Nie wszystko na Kubie jest piękne…
Jesteśmy zachwyceni morzem karaibskim i cudownymi plażami. W ciepłej i czystej wodzie w której co kawałek napotykamy na ławicę srebrnych rybek spędzamy wiele godzin, jednak nigdy nie zaakceptujemy kubańskiego lenistwa i niechlujstwa.
Mija czwarta noc w hotelu Playa Cayo Santa Maria (5 gwiazdek) a podłogi i łazienka w naszym pokoju nie zostały ani razu umyte. Jako że nie potrzebujemy zmiany pościeli, obsługa nigdy nie poprawiła pościelonego przez nas łóżka.
Zniszczone stoliki, a przecież hotel jest 5 gwiazdkowy.
Śmieci (te po turystach) walają się wszędzie (chodniki, krzaki, plaża) i nikt ich nie podnosi. Od czterech dni brudne talerze leżą tuż przy naszym domku i chyba tak poleżą aż się rozłożą.
Kiedy obsługa zmienia pościel, po prostu rzuca wszystko na chodniki przed domkami i tak stosy poszewek i prześcieradeł najpierw zamiotą chodniki, aby potem trafić do pralni.
Zleciliśmy odpłatne wypranie dwóch koszulek. Udało się, ale obsługa przyniosła je byle jak złożone i niewyprasowane. Dla porównania, w Tajlandii, nawet para majtek przychodziła cudnie wyprasowana i zapakowana.
Prześcieradła, ręczniki i firanki potrafią być przedarte i poplamione.
Plaża. Zawalone domki chroniące przed słońcem.

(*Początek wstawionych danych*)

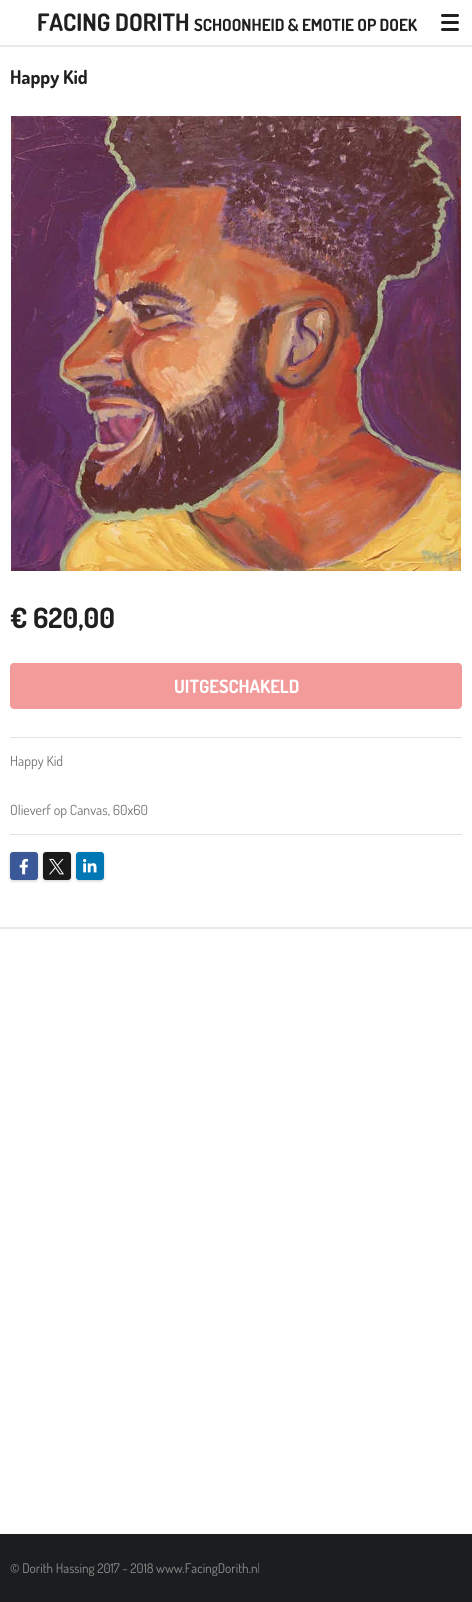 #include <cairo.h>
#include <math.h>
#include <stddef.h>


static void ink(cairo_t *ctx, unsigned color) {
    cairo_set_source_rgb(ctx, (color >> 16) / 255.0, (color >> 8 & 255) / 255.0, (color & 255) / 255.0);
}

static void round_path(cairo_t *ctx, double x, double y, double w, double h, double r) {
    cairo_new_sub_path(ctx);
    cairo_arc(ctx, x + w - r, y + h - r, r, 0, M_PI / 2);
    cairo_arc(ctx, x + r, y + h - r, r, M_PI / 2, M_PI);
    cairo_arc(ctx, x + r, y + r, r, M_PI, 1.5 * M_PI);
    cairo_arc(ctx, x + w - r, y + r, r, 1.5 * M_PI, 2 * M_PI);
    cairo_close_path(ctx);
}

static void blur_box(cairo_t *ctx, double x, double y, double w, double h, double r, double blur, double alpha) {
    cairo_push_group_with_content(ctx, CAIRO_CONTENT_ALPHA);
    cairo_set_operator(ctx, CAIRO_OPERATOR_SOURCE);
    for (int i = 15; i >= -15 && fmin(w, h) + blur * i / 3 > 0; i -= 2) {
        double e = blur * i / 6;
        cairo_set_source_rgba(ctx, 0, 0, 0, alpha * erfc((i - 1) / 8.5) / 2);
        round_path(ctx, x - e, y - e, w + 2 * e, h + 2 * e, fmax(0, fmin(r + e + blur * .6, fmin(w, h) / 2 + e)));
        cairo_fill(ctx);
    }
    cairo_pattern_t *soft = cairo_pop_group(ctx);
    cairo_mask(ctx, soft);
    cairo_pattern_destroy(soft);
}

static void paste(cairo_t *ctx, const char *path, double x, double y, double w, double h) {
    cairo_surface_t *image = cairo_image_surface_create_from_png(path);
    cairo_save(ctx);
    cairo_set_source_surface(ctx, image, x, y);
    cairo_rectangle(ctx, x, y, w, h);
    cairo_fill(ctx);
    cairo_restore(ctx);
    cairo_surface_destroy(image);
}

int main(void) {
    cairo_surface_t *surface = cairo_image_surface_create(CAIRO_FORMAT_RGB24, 472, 1602);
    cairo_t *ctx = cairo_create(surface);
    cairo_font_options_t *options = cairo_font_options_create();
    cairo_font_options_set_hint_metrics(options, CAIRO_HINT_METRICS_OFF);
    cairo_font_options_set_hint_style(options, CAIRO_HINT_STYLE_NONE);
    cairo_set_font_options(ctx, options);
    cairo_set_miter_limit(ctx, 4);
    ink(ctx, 0xFFFFFF);
    cairo_paint(ctx);
    cairo_select_font_face(ctx, "Dosis", CAIRO_FONT_SLANT_NORMAL, CAIRO_FONT_WEIGHT_BOLD);
    cairo_set_font_size(ctx, 24);
    ink(ctx, 0x202020);
    cairo_move_to(ctx, 37, 31);
    cairo_show_text(ctx, "FACING DORITH");
    cairo_set_font_size(ctx, 16.75);
    cairo_move_to(ctx, 194, 31);
    cairo_show_text(ctx, "SCHOONHEID & EMOTIE OP DOEK");
    round_path(ctx, 441, 21, 18, 3, 1.5);
    cairo_fill(ctx);
    round_path(ctx, 441, 14, 18, 3, 1.5);
    cairo_fill(ctx);
    round_path(ctx, 441, 28, 18, 3, 1.5);
    cairo_fill(ctx);
    ink(ctx, 0xEAEAEA);
    cairo_rectangle(ctx, 0, 45, 472, 2);
    cairo_fill(ctx);
    cairo_rectangle(ctx, 0, 927, 472, 2);
    cairo_fill(ctx);
    cairo_set_font_size(ctx, 19);
    ink(ctx, 0x202020);
    cairo_move_to(ctx, 10, 84);
    cairo_show_text(ctx, "Happy Kid");
    paste(ctx, "media/1.png", 11, 116, 450, 455);
    cairo_set_font_size(ctx, 28);
    cairo_move_to(ctx, 10, 628);
    cairo_show_text(ctx, "€ 620,00");
    ink(ctx, 0xF39A9A);
    round_path(ctx, 10, 663, 452, 46, 4);
    cairo_fill(ctx);
    cairo_set_font_size(ctx, 18.25);
    ink(ctx, 0xFFFFFF);
    cairo_move_to(ctx, 174, 693);
    cairo_show_text(ctx, "UITGESCHAKELD");
    ink(ctx, 0xE3E3E3);
    cairo_rectangle(ctx, 10, 737, 452, 1);
    cairo_fill(ctx);
    cairo_select_font_face(ctx, "Dosis", CAIRO_FONT_SLANT_NORMAL, CAIRO_FONT_WEIGHT_NORMAL);
    cairo_set_font_size(ctx, 14);
    ink(ctx, 0x737373);
    cairo_move_to(ctx, 10, 766);
    cairo_show_text(ctx, "Happy Kid");
    cairo_move_to(ctx, 10, 815);
    cairo_show_text(ctx, "Olieverf op Canvas, 60x60");
    ink(ctx, 0xE3E3E3);
    cairo_rectangle(ctx, 10, 834, 452, 1);
    cairo_fill(ctx);
    ink(ctx, 0x000000);
    blur_box(ctx, 10, 853, 28, 28, 3, 1.5, 0.2);
    ink(ctx, 0x3B5998);
    round_path(ctx, 10, 852, 28, 28, 3);
    cairo_fill(ctx);
    paste(ctx, "media/2.png", 19, 858, 9, 17);
    ink(ctx, 0x000000);
    blur_box(ctx, 43, 853, 28, 28, 3, 1.5, 0.2);
    ink(ctx, 0x1A1A1A);
    round_path(ctx, 43, 852, 28, 28, 3);
    cairo_fill(ctx);
    paste(ctx, "media/3.png", 49, 858, 15, 17);
    ink(ctx, 0x000000);
    blur_box(ctx, 76, 853, 28, 28, 3, 1.5, 0.2);
    ink(ctx, 0x0077B5);
    round_path(ctx, 76, 852, 28, 28, 3);
    cairo_fill(ctx);
    paste(ctx, "media/4.png", 83, 858, 14, 15);
    ink(ctx, 0x1A1E21);
    cairo_rectangle(ctx, 0, 1534, 472, 68);
    cairo_fill(ctx);
    cairo_set_font_size(ctx, 13.25);
    ink(ctx, 0x91908A);
    cairo_move_to(ctx, 10, 1573);
    cairo_show_text(ctx, "© Dorith Hassing 2017 - 2018 www.FacingDorith.nl");
    cairo_surface_write_to_png(surface, "image.png");
    cairo_font_options_destroy(options);
    cairo_destroy(ctx);
    cairo_surface_destroy(surface);
    return 0;
} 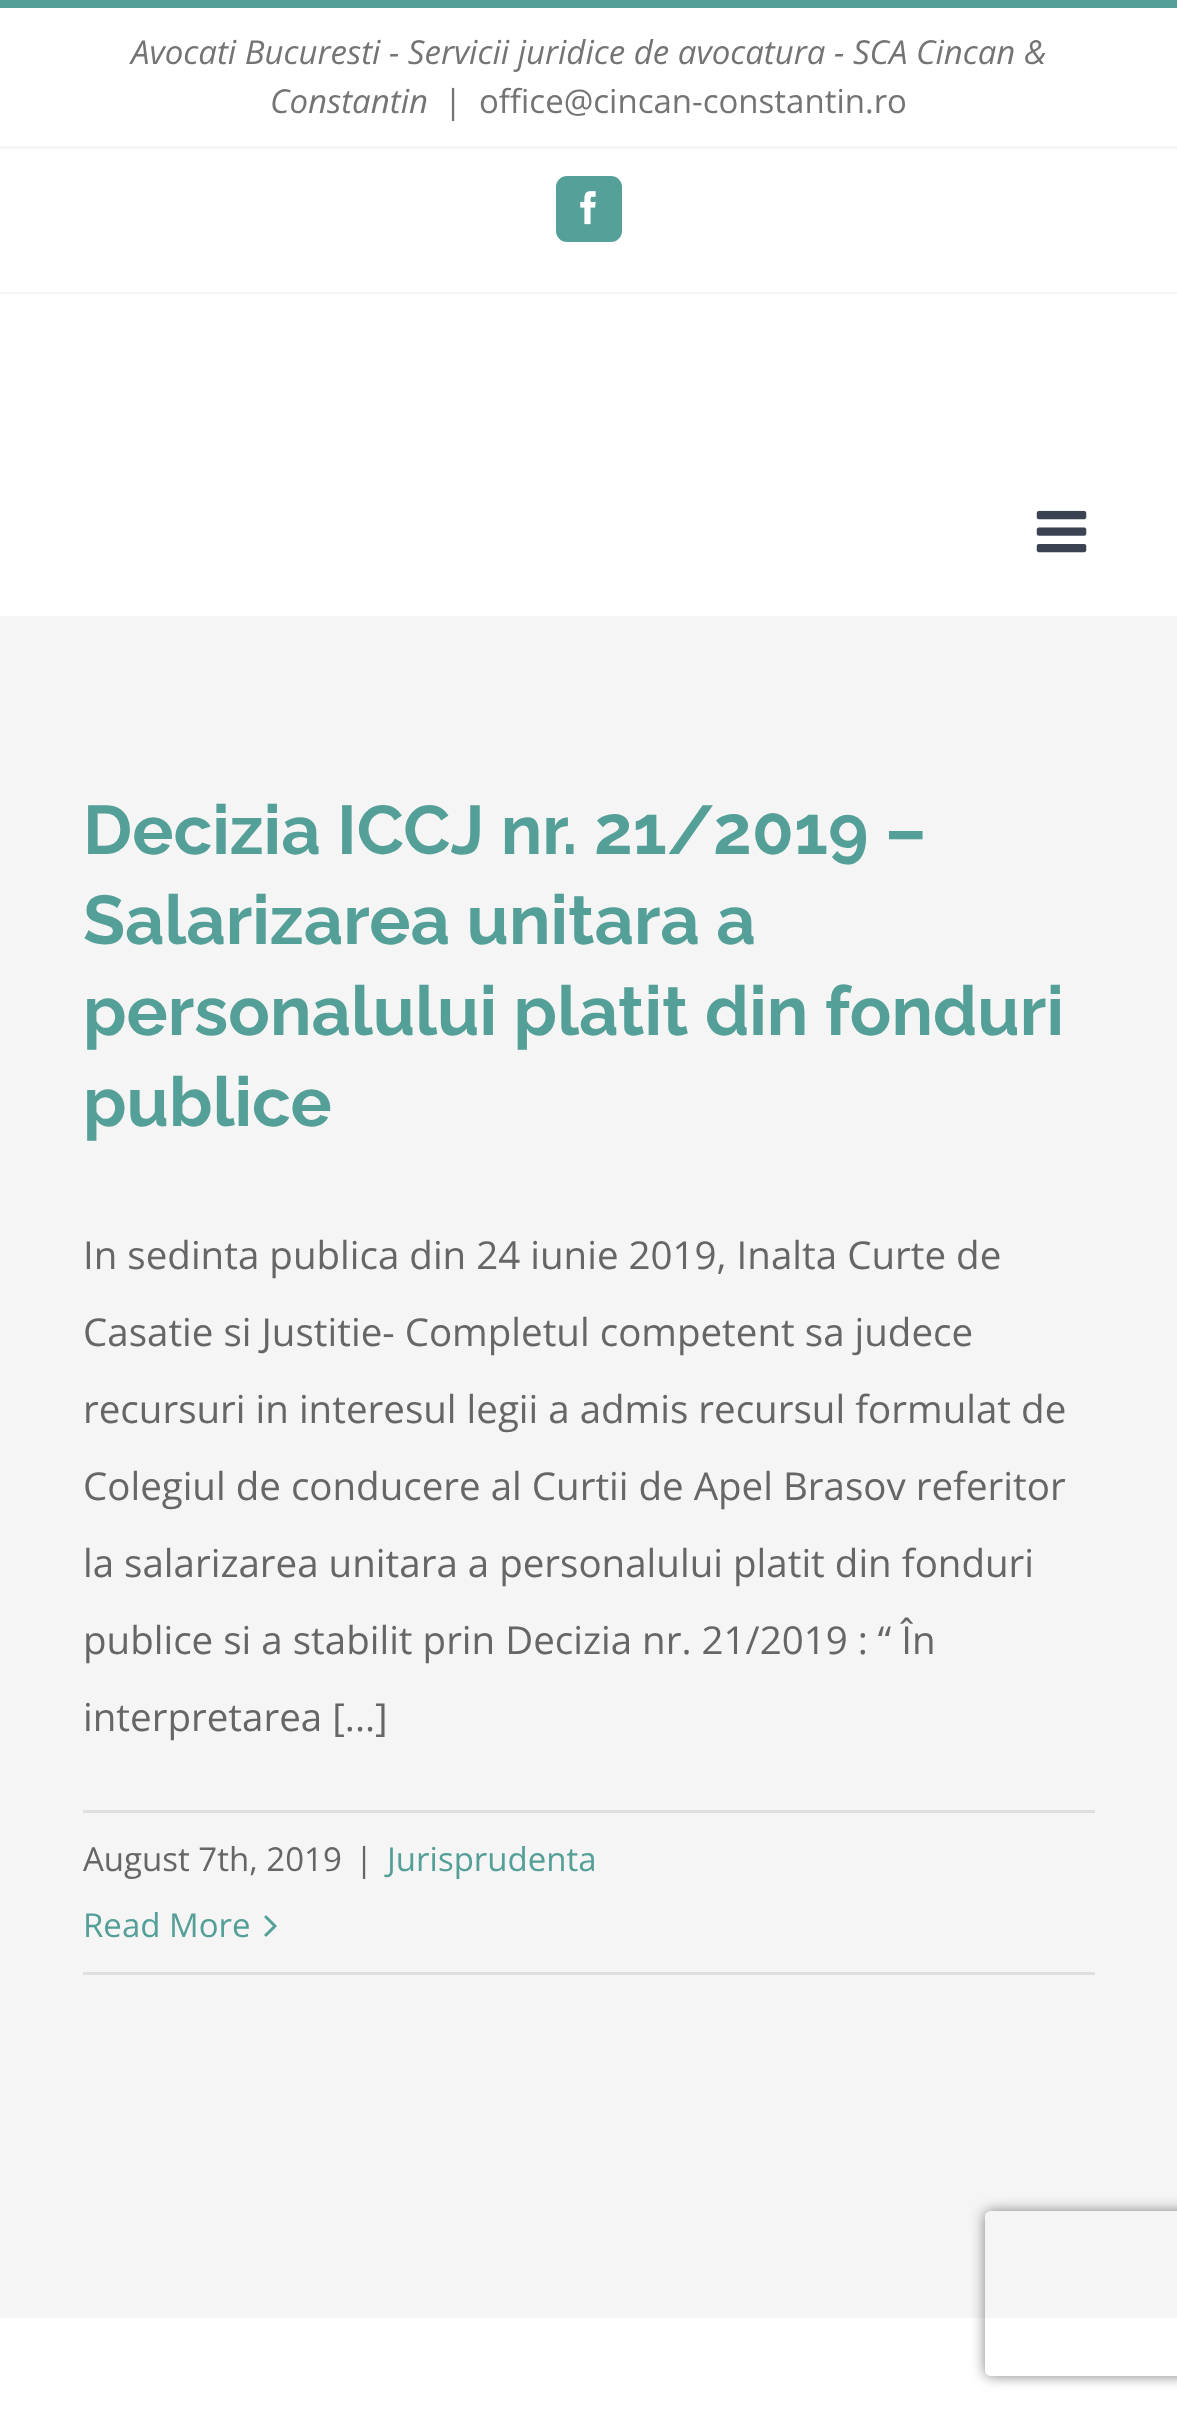 <svg xmlns="http://www.w3.org/2000/svg" xmlns:xlink="http://www.w3.org/1999/xlink" width="1177" height="2413" viewBox="0 0 1177 2413">
<style>
.cls-1{font:italic 33px Open Sans;fill:#747474}
.cls-2{font:33px Open Sans;fill:#747474}
.cls-3{font:100 68.75px Raleway;fill:#549f97}
.cls-4{font:38.5px Open Sans;fill:#666666}
.cls-5{font:33px Open Sans;fill:#666666}
.cls-6{font:33px Open Sans;fill:#549f97}
</style>
<defs>
<clipPath id="clip1"><path d="M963 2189H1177V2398H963ZM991 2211H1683C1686.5 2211 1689 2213.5 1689 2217V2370C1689 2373.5 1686.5 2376 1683 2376H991C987.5 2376 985 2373.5 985 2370V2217C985 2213.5 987.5 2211 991 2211Z" clip-rule="evenodd"/></clipPath>
</defs>
<rect width="100%" height="100%" fill="#f5f5f5"/>
<rect fill="#ffffff" x="0" y="8" width="1177" height="284"/>
<rect fill="#549f97" x="0" y="0" width="1177" height="8"/>
<rect fill="#f5f5f5" x="0" y="146" width="1177" height="3"/>
<rect fill="#55a098" stroke="#55a098" stroke-width="3" x="557.5" y="177.5" width="63" height="63" rx="9.5"/>
<image xlink:href="image0.png" x="580" y="191" width="16" height="34"/>
<rect fill="#ffffff" x="0" y="294" width="1177" height="322"/>
<image xlink:href="image1.png" x="1036" y="510" width="51" height="43"/>
<rect fill="#e0dede" x="83" y="1810" width="1012" height="3"/>
<rect fill="#e0dede" x="83" y="1972" width="1012" height="3"/>
<image xlink:href="image2.png" x="264" y="1915" width="13" height="22"/>
<rect fill="#ffffff" x="0" y="2318" width="1177" height="95"/>
<g clip-path="url(#clip1)">
<rect fill="#808080" filter="blur(7px)" x="985" y="2211" width="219" height="165" rx="6"/>
</g>
<text class="cls-1" x="131" y="64">Avocati Bucuresti - Servicii juridice de avocatura - SCA Cincan &amp;</text>
<text class="cls-1" x="270" y="113">Constantin</text>
<text class="cls-2" x="444" y="113">|</text>
<text class="cls-2" x="479" y="113">office@cincan-constantin.ro</text>
<text class="cls-3"><tspan x="83" y="854">Decizia ICCJ nr. 21/2019 –</tspan><tspan x="83" y="944">Salarizarea unitara a</tspan><tspan x="83" y="1035">personalului platit din fonduri</tspan><tspan x="83" y="1126">publice</tspan></text>
<text class="cls-4" x="83" y="1269">In sedinta publica din 24 iunie 2019, Inalta Curte de</text>
<text class="cls-4" x="83" y="1346">Casatie si Justitie- Completul competent sa judece</text>
<text class="cls-4" x="83" y="1423">recursuri in interesul legii a admis recursul formulat de</text>
<text class="cls-4" x="83" y="1500">Colegiul de conducere al Curtii de Apel Brasov referitor</text>
<text class="cls-4" x="83" y="1577">la salarizarea unitara a personalului platit din fonduri</text>
<text class="cls-4" x="83" y="1654">publice si a stabilit prin Decizia nr. 21/2019 : “ În</text>
<text class="cls-4" x="83" y="1731">interpretarea [...]</text>
<text class="cls-5" x="83" y="1871">August 7th, 2019</text>
<text class="cls-5" x="355" y="1871">|</text>
<text class="cls-6" x="387" y="1871">Jurisprudenta</text>
<text class="cls-6" x="83" y="1937">Read More</text>
</svg>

Często w bufecie serwowane jest nieświeże lub odświeżane jedzenie, co może być bardzo niebezpieczne dla żarłocznych turystów, pochłaniających tony jedzenia i mieszających wszystko co serwuje bufet.
Zdajemy sobie sprawę z embarga nałożonego na Kubę. Kubańczykom brakuje podstawowych produktów spożywczych, produktów higienicznych takich jak papier toaletowy i mydło stąd nie uzupełniają tego typu produktów w łazienkach turystów, jednak bylejakość i lenistwo nie mogą być usprawiedliwieniem embarga.